• Material provided:
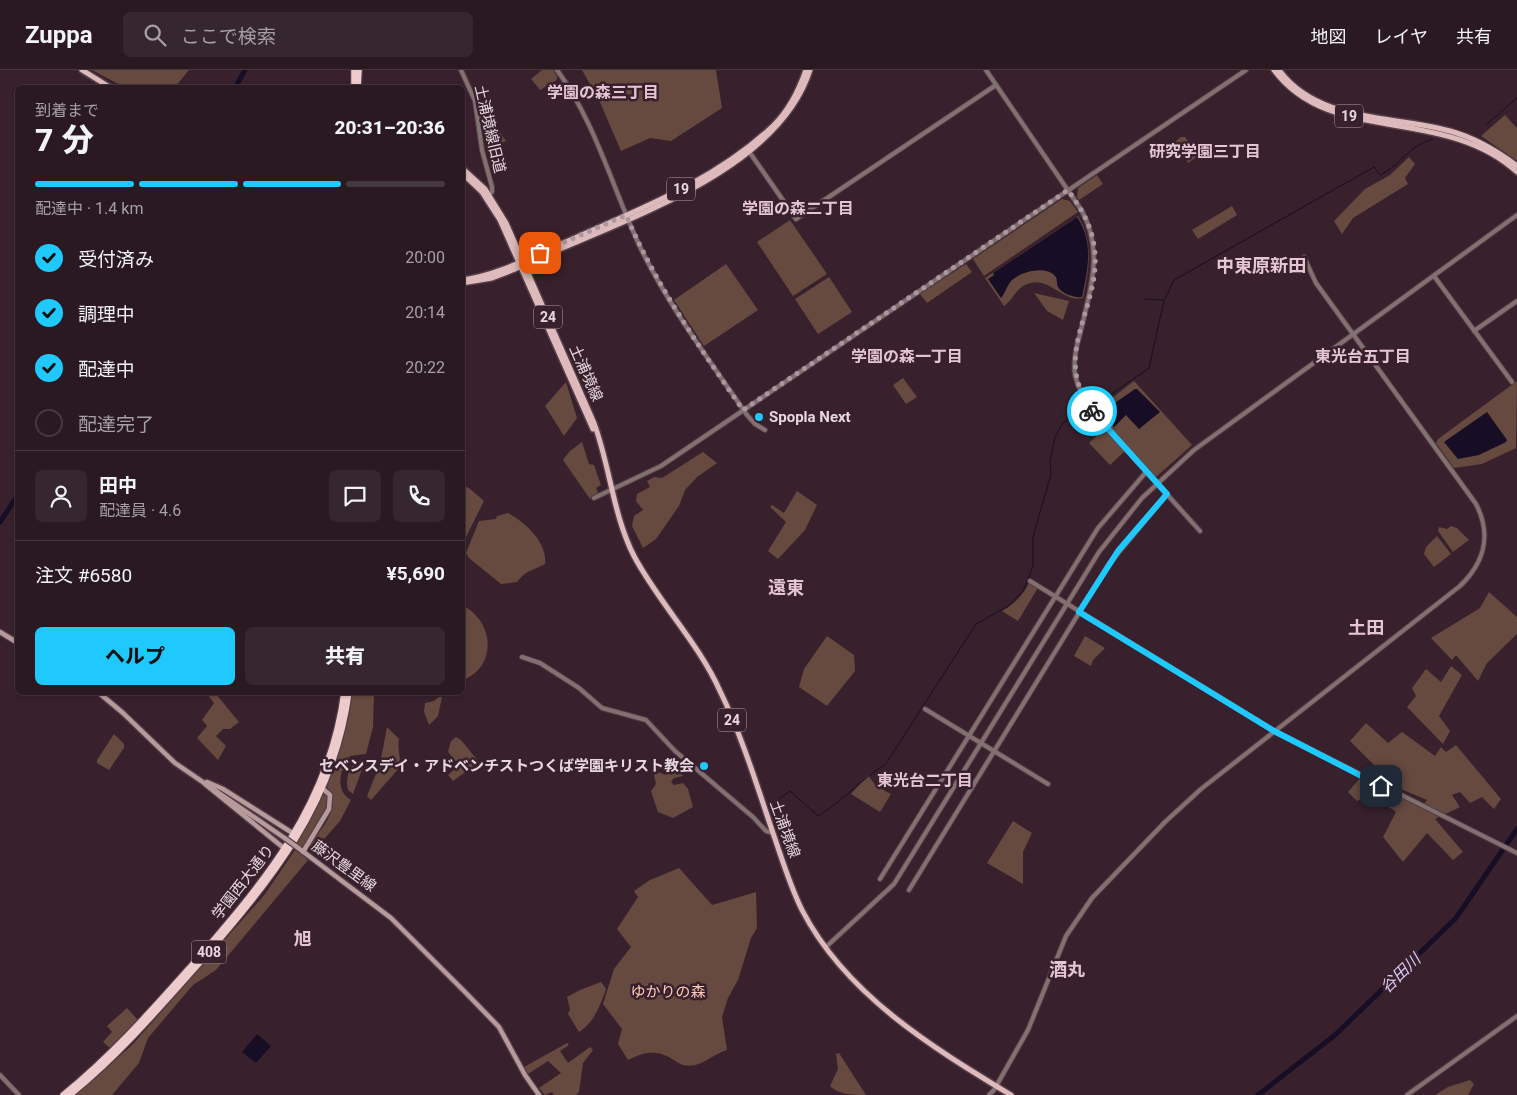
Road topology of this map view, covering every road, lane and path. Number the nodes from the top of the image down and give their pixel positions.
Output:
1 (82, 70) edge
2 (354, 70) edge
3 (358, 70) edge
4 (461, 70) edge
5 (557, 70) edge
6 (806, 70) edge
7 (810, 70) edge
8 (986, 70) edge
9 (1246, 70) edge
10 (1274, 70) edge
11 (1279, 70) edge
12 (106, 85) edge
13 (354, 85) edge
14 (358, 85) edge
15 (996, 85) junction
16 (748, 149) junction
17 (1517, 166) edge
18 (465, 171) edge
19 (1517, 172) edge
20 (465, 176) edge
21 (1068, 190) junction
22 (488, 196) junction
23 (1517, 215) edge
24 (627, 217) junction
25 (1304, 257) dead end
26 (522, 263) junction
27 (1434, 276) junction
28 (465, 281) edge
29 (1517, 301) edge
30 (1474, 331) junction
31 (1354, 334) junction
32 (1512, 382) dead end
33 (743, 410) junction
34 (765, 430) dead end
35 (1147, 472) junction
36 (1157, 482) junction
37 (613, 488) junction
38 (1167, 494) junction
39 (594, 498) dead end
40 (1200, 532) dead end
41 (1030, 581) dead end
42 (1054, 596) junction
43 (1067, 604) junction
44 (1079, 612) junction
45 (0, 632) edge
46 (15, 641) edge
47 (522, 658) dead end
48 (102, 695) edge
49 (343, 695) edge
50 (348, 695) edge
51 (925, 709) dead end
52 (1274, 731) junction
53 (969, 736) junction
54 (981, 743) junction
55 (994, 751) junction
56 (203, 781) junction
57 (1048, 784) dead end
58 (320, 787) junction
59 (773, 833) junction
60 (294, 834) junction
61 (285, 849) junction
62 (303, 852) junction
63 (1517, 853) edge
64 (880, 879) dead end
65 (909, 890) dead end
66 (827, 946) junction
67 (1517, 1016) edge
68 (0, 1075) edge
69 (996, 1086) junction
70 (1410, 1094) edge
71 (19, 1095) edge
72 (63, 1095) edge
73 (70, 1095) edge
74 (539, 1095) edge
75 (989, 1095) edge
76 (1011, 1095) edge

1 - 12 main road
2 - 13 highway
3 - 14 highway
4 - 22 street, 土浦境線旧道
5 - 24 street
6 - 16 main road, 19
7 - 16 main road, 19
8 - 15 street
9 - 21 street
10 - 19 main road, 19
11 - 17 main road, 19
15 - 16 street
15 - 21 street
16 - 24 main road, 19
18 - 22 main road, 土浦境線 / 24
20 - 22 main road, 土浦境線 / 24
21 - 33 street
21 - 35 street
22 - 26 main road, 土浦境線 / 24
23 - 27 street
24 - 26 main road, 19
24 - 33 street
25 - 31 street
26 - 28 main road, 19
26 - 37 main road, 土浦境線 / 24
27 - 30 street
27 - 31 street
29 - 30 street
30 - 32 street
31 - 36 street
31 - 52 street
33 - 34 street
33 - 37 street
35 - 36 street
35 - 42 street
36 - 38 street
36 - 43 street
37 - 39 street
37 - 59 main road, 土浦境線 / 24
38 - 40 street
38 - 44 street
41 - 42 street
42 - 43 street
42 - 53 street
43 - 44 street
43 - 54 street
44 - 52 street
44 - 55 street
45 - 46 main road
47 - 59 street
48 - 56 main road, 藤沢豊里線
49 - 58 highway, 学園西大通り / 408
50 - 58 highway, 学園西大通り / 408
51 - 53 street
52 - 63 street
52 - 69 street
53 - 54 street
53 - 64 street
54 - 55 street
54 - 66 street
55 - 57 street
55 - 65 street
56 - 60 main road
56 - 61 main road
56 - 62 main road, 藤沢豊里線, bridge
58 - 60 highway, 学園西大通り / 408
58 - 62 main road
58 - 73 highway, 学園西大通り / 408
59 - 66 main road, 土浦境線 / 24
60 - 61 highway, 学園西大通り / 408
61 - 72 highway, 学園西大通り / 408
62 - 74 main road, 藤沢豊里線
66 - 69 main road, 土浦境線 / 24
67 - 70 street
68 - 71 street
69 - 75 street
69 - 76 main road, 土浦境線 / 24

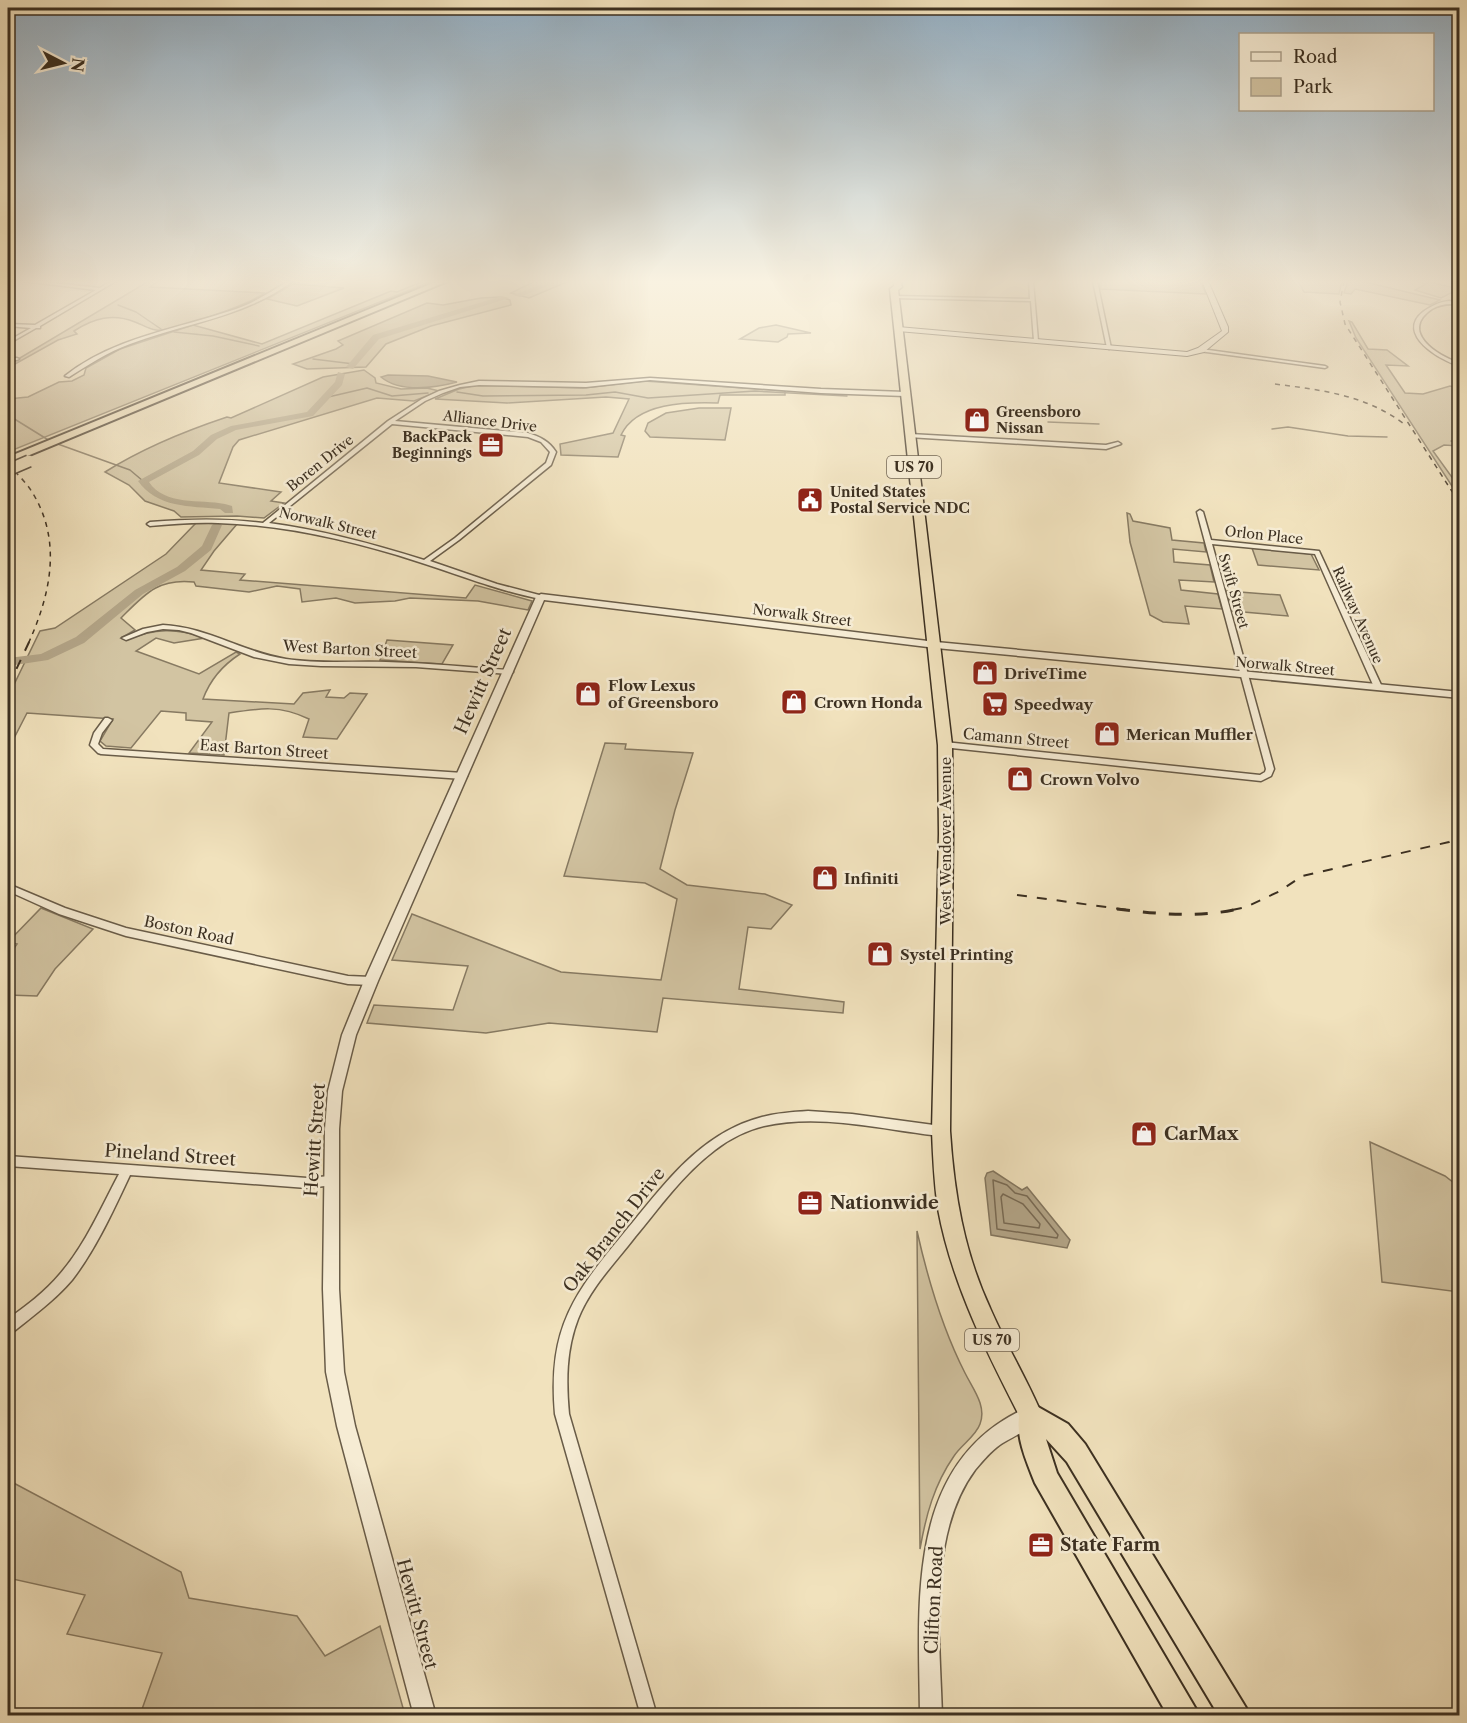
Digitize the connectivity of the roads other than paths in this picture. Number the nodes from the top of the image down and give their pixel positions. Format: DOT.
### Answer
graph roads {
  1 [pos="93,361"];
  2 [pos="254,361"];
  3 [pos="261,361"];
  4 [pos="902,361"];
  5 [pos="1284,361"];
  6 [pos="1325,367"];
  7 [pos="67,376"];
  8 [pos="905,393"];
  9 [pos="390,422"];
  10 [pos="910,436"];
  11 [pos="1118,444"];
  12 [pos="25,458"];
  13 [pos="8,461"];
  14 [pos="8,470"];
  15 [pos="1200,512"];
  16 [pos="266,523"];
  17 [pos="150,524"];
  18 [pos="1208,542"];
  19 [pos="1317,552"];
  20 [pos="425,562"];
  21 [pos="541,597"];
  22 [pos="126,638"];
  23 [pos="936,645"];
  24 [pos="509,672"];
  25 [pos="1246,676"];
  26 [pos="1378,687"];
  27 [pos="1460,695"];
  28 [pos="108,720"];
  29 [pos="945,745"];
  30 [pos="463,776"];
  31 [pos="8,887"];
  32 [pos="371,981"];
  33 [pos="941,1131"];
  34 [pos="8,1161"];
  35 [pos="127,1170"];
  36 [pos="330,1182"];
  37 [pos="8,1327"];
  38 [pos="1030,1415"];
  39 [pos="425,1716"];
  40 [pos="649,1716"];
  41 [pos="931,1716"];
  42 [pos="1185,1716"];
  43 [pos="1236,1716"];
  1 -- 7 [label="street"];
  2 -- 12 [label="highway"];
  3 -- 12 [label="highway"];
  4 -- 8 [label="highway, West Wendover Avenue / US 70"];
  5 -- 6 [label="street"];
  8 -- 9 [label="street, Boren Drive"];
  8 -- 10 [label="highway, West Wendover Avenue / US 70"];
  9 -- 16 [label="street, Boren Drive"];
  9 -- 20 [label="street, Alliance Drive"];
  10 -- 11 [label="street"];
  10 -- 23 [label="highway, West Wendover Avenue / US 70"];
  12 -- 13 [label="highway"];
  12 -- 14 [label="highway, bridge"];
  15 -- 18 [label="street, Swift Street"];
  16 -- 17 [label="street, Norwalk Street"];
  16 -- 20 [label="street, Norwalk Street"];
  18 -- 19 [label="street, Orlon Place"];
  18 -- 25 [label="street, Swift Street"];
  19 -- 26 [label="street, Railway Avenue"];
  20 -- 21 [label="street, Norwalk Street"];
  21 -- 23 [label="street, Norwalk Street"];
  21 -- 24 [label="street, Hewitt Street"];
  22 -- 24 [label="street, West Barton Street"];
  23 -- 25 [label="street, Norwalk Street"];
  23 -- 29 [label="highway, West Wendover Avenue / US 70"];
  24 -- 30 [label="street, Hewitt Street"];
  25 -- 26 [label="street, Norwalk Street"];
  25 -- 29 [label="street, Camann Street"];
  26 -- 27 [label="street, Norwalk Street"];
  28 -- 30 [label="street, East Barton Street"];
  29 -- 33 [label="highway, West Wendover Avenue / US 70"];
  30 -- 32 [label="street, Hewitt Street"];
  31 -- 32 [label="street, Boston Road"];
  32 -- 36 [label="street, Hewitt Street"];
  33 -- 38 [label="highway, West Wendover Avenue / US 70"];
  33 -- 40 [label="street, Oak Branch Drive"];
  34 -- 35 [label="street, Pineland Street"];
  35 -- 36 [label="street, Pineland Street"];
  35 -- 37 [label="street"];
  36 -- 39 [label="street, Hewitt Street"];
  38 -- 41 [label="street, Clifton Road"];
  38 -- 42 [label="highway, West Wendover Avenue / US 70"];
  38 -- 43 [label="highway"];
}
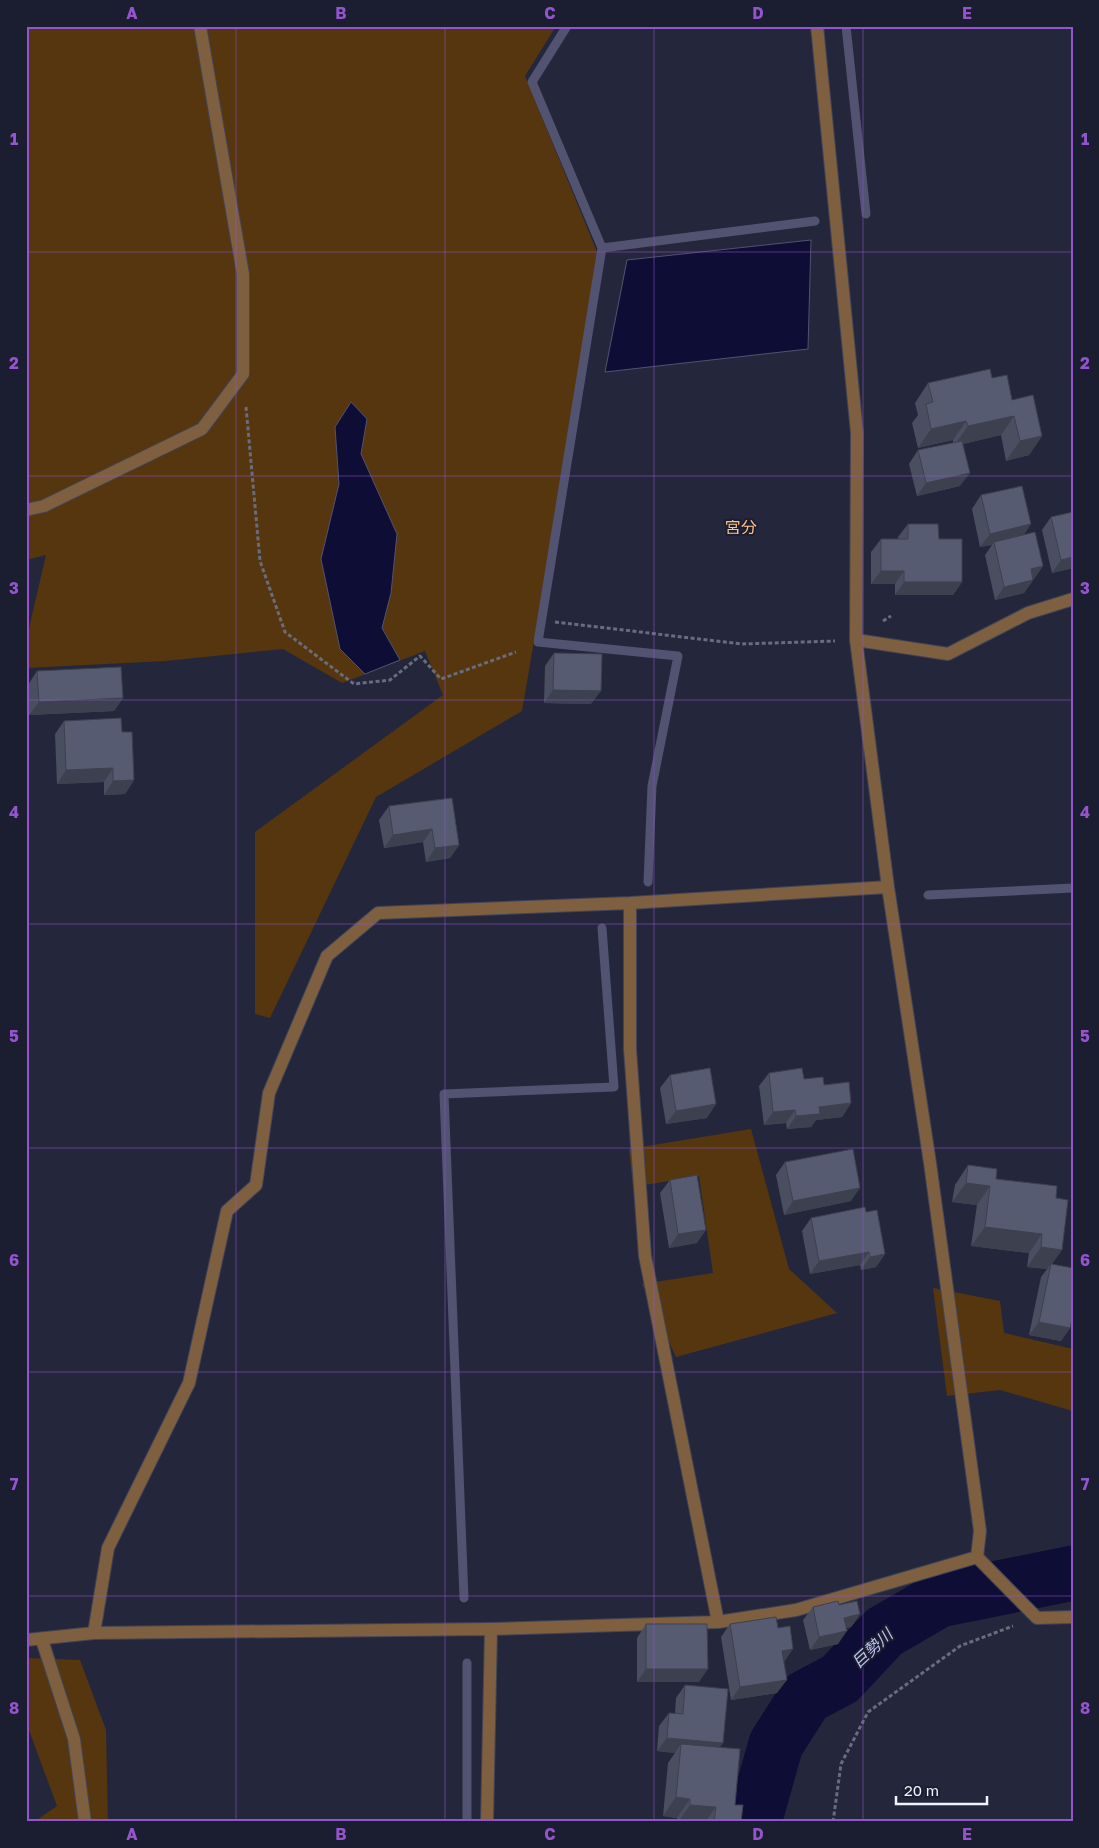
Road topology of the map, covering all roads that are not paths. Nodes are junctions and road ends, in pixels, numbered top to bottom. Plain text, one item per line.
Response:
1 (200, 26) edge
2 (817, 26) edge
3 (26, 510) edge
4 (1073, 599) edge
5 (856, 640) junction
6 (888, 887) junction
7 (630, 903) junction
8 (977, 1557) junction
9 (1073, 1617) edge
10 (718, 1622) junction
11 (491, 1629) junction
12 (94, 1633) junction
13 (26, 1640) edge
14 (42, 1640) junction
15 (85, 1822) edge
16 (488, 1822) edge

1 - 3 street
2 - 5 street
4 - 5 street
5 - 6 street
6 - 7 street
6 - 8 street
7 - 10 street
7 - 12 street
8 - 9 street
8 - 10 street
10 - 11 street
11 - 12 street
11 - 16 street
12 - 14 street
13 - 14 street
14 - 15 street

• Your task: Go through the records and gather the lines that hold "Barton".

• Completed exercise:
  22 -- 24 [label="street, West Barton Street"];
  28 -- 30 [label="street, East Barton Street"];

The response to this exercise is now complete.